Exact duplicates of all the records are needed.

── Extracted entries ──

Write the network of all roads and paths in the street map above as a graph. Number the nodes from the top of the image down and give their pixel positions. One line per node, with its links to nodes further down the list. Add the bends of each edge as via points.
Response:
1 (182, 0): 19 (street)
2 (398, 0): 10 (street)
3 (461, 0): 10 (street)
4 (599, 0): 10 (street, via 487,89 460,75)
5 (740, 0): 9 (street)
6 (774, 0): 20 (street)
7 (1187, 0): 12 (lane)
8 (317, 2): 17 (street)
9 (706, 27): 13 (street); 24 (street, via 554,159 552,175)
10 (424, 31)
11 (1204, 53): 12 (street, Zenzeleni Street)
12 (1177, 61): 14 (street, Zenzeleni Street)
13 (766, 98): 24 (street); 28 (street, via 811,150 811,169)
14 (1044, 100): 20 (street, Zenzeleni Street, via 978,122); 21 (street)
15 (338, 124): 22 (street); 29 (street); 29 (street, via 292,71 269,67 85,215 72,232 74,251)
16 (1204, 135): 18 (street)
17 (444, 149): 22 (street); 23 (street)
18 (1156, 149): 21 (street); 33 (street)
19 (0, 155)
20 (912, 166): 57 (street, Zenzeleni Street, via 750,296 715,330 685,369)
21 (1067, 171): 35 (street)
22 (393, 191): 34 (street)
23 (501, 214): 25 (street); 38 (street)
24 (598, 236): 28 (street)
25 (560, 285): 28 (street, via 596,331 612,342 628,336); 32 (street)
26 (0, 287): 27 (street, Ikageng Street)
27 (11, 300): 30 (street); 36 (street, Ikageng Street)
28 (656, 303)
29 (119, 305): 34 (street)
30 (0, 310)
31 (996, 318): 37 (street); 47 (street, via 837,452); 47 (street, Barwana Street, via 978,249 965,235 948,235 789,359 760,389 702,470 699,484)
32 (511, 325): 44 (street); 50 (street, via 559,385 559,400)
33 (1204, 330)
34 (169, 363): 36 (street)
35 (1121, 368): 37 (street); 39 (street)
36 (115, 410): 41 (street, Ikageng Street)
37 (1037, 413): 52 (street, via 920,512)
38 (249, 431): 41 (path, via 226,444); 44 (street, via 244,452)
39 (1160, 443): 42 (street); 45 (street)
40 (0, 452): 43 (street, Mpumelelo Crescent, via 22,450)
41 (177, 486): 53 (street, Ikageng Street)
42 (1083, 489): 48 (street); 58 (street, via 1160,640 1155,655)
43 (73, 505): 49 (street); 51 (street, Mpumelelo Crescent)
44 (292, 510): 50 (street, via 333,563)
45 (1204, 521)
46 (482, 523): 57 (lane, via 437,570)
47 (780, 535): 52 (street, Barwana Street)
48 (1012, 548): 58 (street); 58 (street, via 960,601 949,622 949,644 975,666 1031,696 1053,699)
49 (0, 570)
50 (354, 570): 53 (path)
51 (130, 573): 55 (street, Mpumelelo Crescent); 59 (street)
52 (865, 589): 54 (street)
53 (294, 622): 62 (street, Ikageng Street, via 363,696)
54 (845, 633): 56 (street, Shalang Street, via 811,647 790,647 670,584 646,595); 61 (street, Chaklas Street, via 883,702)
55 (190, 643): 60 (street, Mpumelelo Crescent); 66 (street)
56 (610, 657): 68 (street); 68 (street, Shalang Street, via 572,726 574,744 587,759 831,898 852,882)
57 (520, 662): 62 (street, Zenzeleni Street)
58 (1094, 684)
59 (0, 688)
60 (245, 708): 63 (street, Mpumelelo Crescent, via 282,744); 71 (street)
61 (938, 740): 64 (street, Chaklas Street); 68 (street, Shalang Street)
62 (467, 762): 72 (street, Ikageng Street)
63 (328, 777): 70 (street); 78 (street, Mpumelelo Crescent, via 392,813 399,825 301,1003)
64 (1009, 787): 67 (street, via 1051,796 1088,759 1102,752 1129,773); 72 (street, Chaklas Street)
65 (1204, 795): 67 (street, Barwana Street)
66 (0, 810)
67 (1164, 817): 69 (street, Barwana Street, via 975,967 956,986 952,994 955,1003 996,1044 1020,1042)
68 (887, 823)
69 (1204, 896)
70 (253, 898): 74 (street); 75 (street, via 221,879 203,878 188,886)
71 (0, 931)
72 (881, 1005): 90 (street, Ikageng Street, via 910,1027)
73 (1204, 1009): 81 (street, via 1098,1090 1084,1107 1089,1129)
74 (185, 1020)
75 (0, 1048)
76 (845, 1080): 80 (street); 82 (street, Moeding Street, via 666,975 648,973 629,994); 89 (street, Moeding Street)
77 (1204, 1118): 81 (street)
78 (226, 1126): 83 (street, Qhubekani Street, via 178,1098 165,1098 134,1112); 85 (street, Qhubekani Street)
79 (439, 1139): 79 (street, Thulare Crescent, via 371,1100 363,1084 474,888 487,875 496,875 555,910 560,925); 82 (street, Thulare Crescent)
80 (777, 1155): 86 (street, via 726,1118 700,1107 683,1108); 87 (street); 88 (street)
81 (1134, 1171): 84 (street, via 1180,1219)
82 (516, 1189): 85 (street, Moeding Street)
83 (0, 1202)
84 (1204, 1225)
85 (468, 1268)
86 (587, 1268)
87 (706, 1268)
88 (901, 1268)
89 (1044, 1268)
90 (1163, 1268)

───

• _Solution for this problem_
Write the network of all roads and paths in the street map above as a graph. Number the nodes from the top of the image down and give their pixel positions. One line per node, with its links to nodes further down the list. Add the bends of each edge as via points.
Response:
1 (182, 0): 19 (street)
2 (398, 0): 10 (street)
3 (461, 0): 10 (street)
4 (599, 0): 10 (street, via 487,89 460,75)
5 (740, 0): 9 (street)
6 (774, 0): 20 (street)
7 (1187, 0): 12 (lane)
8 (317, 2): 17 (street)
9 (706, 27): 13 (street); 24 (street, via 554,159 552,175)
10 (424, 31)
11 (1204, 53): 12 (street, Zenzeleni Street)
12 (1177, 61): 14 (street, Zenzeleni Street)
13 (766, 98): 24 (street); 28 (street, via 811,150 811,169)
14 (1044, 100): 20 (street, Zenzeleni Street, via 978,122); 21 (street)
15 (338, 124): 22 (street); 29 (street); 29 (street, via 292,71 269,67 85,215 72,232 74,251)
16 (1204, 135): 18 (street)
17 (444, 149): 22 (street); 23 (street)
18 (1156, 149): 21 (street); 33 (street)
19 (0, 155)
20 (912, 166): 57 (street, Zenzeleni Street, via 750,296 715,330 685,369)
21 (1067, 171): 35 (street)
22 (393, 191): 34 (street)
23 (501, 214): 25 (street); 38 (street)
24 (598, 236): 28 (street)
25 (560, 285): 28 (street, via 596,331 612,342 628,336); 32 (street)
26 (0, 287): 27 (street, Ikageng Street)
27 (11, 300): 30 (street); 36 (street, Ikageng Street)
28 (656, 303)
29 (119, 305): 34 (street)
30 (0, 310)
31 (996, 318): 37 (street); 47 (street, via 837,452); 47 (street, Barwana Street, via 978,249 965,235 948,235 789,359 760,389 702,470 699,484)
32 (511, 325): 44 (street); 50 (street, via 559,385 559,400)
33 (1204, 330)
34 (169, 363): 36 (street)
35 (1121, 368): 37 (street); 39 (street)
36 (115, 410): 41 (street, Ikageng Street)
37 (1037, 413): 52 (street, via 920,512)
38 (249, 431): 41 (path, via 226,444); 44 (street, via 244,452)
39 (1160, 443): 42 (street); 45 (street)
40 (0, 452): 43 (street, Mpumelelo Crescent, via 22,450)
41 (177, 486): 53 (street, Ikageng Street)
42 (1083, 489): 48 (street); 58 (street, via 1160,640 1155,655)
43 (73, 505): 49 (street); 51 (street, Mpumelelo Crescent)
44 (292, 510): 50 (street, via 333,563)
45 (1204, 521)
46 (482, 523): 57 (lane, via 437,570)
47 (780, 535): 52 (street, Barwana Street)
48 (1012, 548): 58 (street); 58 (street, via 960,601 949,622 949,644 975,666 1031,696 1053,699)
49 (0, 570)
50 (354, 570): 53 (path)
51 (130, 573): 55 (street, Mpumelelo Crescent); 59 (street)
52 (865, 589): 54 (street)
53 (294, 622): 62 (street, Ikageng Street, via 363,696)
54 (845, 633): 56 (street, Shalang Street, via 811,647 790,647 670,584 646,595); 61 (street, Chaklas Street, via 883,702)
55 (190, 643): 60 (street, Mpumelelo Crescent); 66 (street)
56 (610, 657): 68 (street); 68 (street, Shalang Street, via 572,726 574,744 587,759 831,898 852,882)
57 (520, 662): 62 (street, Zenzeleni Street)
58 (1094, 684)
59 (0, 688)
60 (245, 708): 63 (street, Mpumelelo Crescent, via 282,744); 71 (street)
61 (938, 740): 64 (street, Chaklas Street); 68 (street, Shalang Street)
62 (467, 762): 72 (street, Ikageng Street)
63 (328, 777): 70 (street); 78 (street, Mpumelelo Crescent, via 392,813 399,825 301,1003)
64 (1009, 787): 67 (street, via 1051,796 1088,759 1102,752 1129,773); 72 (street, Chaklas Street)
65 (1204, 795): 67 (street, Barwana Street)
66 (0, 810)
67 (1164, 817): 69 (street, Barwana Street, via 975,967 956,986 952,994 955,1003 996,1044 1020,1042)
68 (887, 823)
69 (1204, 896)
70 (253, 898): 74 (street); 75 (street, via 221,879 203,878 188,886)
71 (0, 931)
72 (881, 1005): 90 (street, Ikageng Street, via 910,1027)
73 (1204, 1009): 81 (street, via 1098,1090 1084,1107 1089,1129)
74 (185, 1020)
75 (0, 1048)
76 (845, 1080): 80 (street); 82 (street, Moeding Street, via 666,975 648,973 629,994); 89 (street, Moeding Street)
77 (1204, 1118): 81 (street)
78 (226, 1126): 83 (street, Qhubekani Street, via 178,1098 165,1098 134,1112); 85 (street, Qhubekani Street)
79 (439, 1139): 79 (street, Thulare Crescent, via 371,1100 363,1084 474,888 487,875 496,875 555,910 560,925); 82 (street, Thulare Crescent)
80 (777, 1155): 86 (street, via 726,1118 700,1107 683,1108); 87 (street); 88 (street)
81 (1134, 1171): 84 (street, via 1180,1219)
82 (516, 1189): 85 (street, Moeding Street)
83 (0, 1202)
84 (1204, 1225)
85 (468, 1268)
86 (587, 1268)
87 (706, 1268)
88 (901, 1268)
89 (1044, 1268)
90 (1163, 1268)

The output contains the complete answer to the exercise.